DATASET EXCERPTS
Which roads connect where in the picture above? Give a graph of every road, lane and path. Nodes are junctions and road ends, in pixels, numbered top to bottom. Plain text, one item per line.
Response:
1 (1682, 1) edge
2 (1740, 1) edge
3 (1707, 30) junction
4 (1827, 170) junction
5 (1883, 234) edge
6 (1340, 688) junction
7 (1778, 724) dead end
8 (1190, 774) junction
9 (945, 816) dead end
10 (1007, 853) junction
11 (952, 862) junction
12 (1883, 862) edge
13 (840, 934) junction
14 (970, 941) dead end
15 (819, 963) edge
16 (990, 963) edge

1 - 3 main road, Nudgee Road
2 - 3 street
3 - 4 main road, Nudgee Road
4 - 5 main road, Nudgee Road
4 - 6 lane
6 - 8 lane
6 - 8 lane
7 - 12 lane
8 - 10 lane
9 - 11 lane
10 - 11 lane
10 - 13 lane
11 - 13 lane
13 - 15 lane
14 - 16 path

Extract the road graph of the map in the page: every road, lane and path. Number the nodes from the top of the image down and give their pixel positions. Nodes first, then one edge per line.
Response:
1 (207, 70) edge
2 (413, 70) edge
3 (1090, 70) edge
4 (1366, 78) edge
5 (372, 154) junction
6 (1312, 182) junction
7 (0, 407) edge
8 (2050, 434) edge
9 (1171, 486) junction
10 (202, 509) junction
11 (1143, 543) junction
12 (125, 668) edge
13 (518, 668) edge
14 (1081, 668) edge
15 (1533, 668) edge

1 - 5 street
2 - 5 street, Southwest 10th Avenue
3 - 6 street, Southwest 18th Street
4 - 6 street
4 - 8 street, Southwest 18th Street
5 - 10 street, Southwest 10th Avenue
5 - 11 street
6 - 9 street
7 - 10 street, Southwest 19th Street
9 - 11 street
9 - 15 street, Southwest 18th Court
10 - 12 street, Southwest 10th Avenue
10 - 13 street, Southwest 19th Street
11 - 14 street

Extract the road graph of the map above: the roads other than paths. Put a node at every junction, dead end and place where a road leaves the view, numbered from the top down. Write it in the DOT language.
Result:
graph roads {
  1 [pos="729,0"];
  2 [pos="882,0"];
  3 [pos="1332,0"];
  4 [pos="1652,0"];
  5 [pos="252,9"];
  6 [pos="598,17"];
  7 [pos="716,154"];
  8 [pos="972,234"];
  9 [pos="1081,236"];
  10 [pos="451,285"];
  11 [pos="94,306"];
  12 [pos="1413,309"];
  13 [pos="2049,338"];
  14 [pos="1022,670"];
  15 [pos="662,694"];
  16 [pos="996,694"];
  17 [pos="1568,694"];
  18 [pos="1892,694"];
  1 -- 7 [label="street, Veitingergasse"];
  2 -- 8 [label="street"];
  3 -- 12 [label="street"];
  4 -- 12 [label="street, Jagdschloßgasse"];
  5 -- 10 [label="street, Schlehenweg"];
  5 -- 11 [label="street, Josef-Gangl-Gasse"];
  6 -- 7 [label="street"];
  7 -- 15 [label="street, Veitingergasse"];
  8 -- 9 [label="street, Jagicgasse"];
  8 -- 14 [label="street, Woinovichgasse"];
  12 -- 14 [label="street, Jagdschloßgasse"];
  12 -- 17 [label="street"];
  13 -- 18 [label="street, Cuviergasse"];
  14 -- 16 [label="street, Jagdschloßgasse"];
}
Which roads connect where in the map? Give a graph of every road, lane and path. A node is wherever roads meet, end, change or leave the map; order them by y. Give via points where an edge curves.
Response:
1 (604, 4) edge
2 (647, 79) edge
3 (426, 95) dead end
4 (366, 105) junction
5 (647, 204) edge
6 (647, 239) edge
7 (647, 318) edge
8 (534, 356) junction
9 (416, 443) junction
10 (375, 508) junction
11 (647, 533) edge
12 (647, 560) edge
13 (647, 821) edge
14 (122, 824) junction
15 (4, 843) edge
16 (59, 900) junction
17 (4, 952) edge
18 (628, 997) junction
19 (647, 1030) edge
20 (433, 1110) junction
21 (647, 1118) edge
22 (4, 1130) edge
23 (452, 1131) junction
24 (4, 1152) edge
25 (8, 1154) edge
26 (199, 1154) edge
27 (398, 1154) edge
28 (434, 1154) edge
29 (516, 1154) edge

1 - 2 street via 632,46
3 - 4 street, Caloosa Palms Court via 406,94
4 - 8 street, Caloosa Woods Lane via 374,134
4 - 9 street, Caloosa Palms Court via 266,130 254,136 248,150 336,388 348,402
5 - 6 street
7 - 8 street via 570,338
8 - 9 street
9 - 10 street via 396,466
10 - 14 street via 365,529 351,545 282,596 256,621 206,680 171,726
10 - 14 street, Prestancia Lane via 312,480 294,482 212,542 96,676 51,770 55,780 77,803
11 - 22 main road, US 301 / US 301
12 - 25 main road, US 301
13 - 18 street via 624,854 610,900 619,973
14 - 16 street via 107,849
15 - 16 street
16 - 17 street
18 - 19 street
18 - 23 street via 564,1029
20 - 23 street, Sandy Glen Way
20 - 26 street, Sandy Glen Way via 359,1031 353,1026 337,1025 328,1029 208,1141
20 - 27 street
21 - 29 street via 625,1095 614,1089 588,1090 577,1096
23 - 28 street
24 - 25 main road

WORK TASK
From the first line to the last, please quote the material above exactly.

SOLUTION TO THIS PROBLEM
Which roads connect where in the picture above? Give a graph of every road, lane and path. Nodes are junctions and road ends, in pixels, numbered top to bottom. Plain text, one item per line.
Response:
1 (1682, 1) edge
2 (1740, 1) edge
3 (1707, 30) junction
4 (1827, 170) junction
5 (1883, 234) edge
6 (1340, 688) junction
7 (1778, 724) dead end
8 (1190, 774) junction
9 (945, 816) dead end
10 (1007, 853) junction
11 (952, 862) junction
12 (1883, 862) edge
13 (840, 934) junction
14 (970, 941) dead end
15 (819, 963) edge
16 (990, 963) edge

1 - 3 main road, Nudgee Road
2 - 3 street
3 - 4 main road, Nudgee Road
4 - 5 main road, Nudgee Road
4 - 6 lane
6 - 8 lane
6 - 8 lane
7 - 12 lane
8 - 10 lane
9 - 11 lane
10 - 11 lane
10 - 13 lane
11 - 13 lane
13 - 15 lane
14 - 16 path

Extract the road graph of the map in the page: every road, lane and path. Number the nodes from the top of the image down and give their pixel positions. Nodes first, then one edge per line.
Response:
1 (207, 70) edge
2 (413, 70) edge
3 (1090, 70) edge
4 (1366, 78) edge
5 (372, 154) junction
6 (1312, 182) junction
7 (0, 407) edge
8 (2050, 434) edge
9 (1171, 486) junction
10 (202, 509) junction
11 (1143, 543) junction
12 (125, 668) edge
13 (518, 668) edge
14 (1081, 668) edge
15 (1533, 668) edge

1 - 5 street
2 - 5 street, Southwest 10th Avenue
3 - 6 street, Southwest 18th Street
4 - 6 street
4 - 8 street, Southwest 18th Street
5 - 10 street, Southwest 10th Avenue
5 - 11 street
6 - 9 street
7 - 10 street, Southwest 19th Street
9 - 11 street
9 - 15 street, Southwest 18th Court
10 - 12 street, Southwest 10th Avenue
10 - 13 street, Southwest 19th Street
11 - 14 street

Extract the road graph of the map above: the roads other than paths. Put a node at every junction, dead end and place where a road leaves the view, numbered from the top down. Write it in the DOT language.
Result:
graph roads {
  1 [pos="729,0"];
  2 [pos="882,0"];
  3 [pos="1332,0"];
  4 [pos="1652,0"];
  5 [pos="252,9"];
  6 [pos="598,17"];
  7 [pos="716,154"];
  8 [pos="972,234"];
  9 [pos="1081,236"];
  10 [pos="451,285"];
  11 [pos="94,306"];
  12 [pos="1413,309"];
  13 [pos="2049,338"];
  14 [pos="1022,670"];
  15 [pos="662,694"];
  16 [pos="996,694"];
  17 [pos="1568,694"];
  18 [pos="1892,694"];
  1 -- 7 [label="street, Veitingergasse"];
  2 -- 8 [label="street"];
  3 -- 12 [label="street"];
  4 -- 12 [label="street, Jagdschloßgasse"];
  5 -- 10 [label="street, Schlehenweg"];
  5 -- 11 [label="street, Josef-Gangl-Gasse"];
  6 -- 7 [label="street"];
  7 -- 15 [label="street, Veitingergasse"];
  8 -- 9 [label="street, Jagicgasse"];
  8 -- 14 [label="street, Woinovichgasse"];
  12 -- 14 [label="street, Jagdschloßgasse"];
  12 -- 17 [label="street"];
  13 -- 18 [label="street, Cuviergasse"];
  14 -- 16 [label="street, Jagdschloßgasse"];
}
Which roads connect where in the map? Give a graph of every road, lane and path. A node is wherever roads meet, end, change or leave the map; order them by y. Give via points where an edge curves.
Response:
1 (604, 4) edge
2 (647, 79) edge
3 (426, 95) dead end
4 (366, 105) junction
5 (647, 204) edge
6 (647, 239) edge
7 (647, 318) edge
8 (534, 356) junction
9 (416, 443) junction
10 (375, 508) junction
11 (647, 533) edge
12 (647, 560) edge
13 (647, 821) edge
14 (122, 824) junction
15 (4, 843) edge
16 (59, 900) junction
17 (4, 952) edge
18 (628, 997) junction
19 (647, 1030) edge
20 (433, 1110) junction
21 (647, 1118) edge
22 (4, 1130) edge
23 (452, 1131) junction
24 (4, 1152) edge
25 (8, 1154) edge
26 (199, 1154) edge
27 (398, 1154) edge
28 (434, 1154) edge
29 (516, 1154) edge

1 - 2 street via 632,46
3 - 4 street, Caloosa Palms Court via 406,94
4 - 8 street, Caloosa Woods Lane via 374,134
4 - 9 street, Caloosa Palms Court via 266,130 254,136 248,150 336,388 348,402
5 - 6 street
7 - 8 street via 570,338
8 - 9 street
9 - 10 street via 396,466
10 - 14 street via 365,529 351,545 282,596 256,621 206,680 171,726
10 - 14 street, Prestancia Lane via 312,480 294,482 212,542 96,676 51,770 55,780 77,803
11 - 22 main road, US 301 / US 301
12 - 25 main road, US 301
13 - 18 street via 624,854 610,900 619,973
14 - 16 street via 107,849
15 - 16 street
16 - 17 street
18 - 19 street
18 - 23 street via 564,1029
20 - 23 street, Sandy Glen Way
20 - 26 street, Sandy Glen Way via 359,1031 353,1026 337,1025 328,1029 208,1141
20 - 27 street
21 - 29 street via 625,1095 614,1089 588,1090 577,1096
23 - 28 street
24 - 25 main road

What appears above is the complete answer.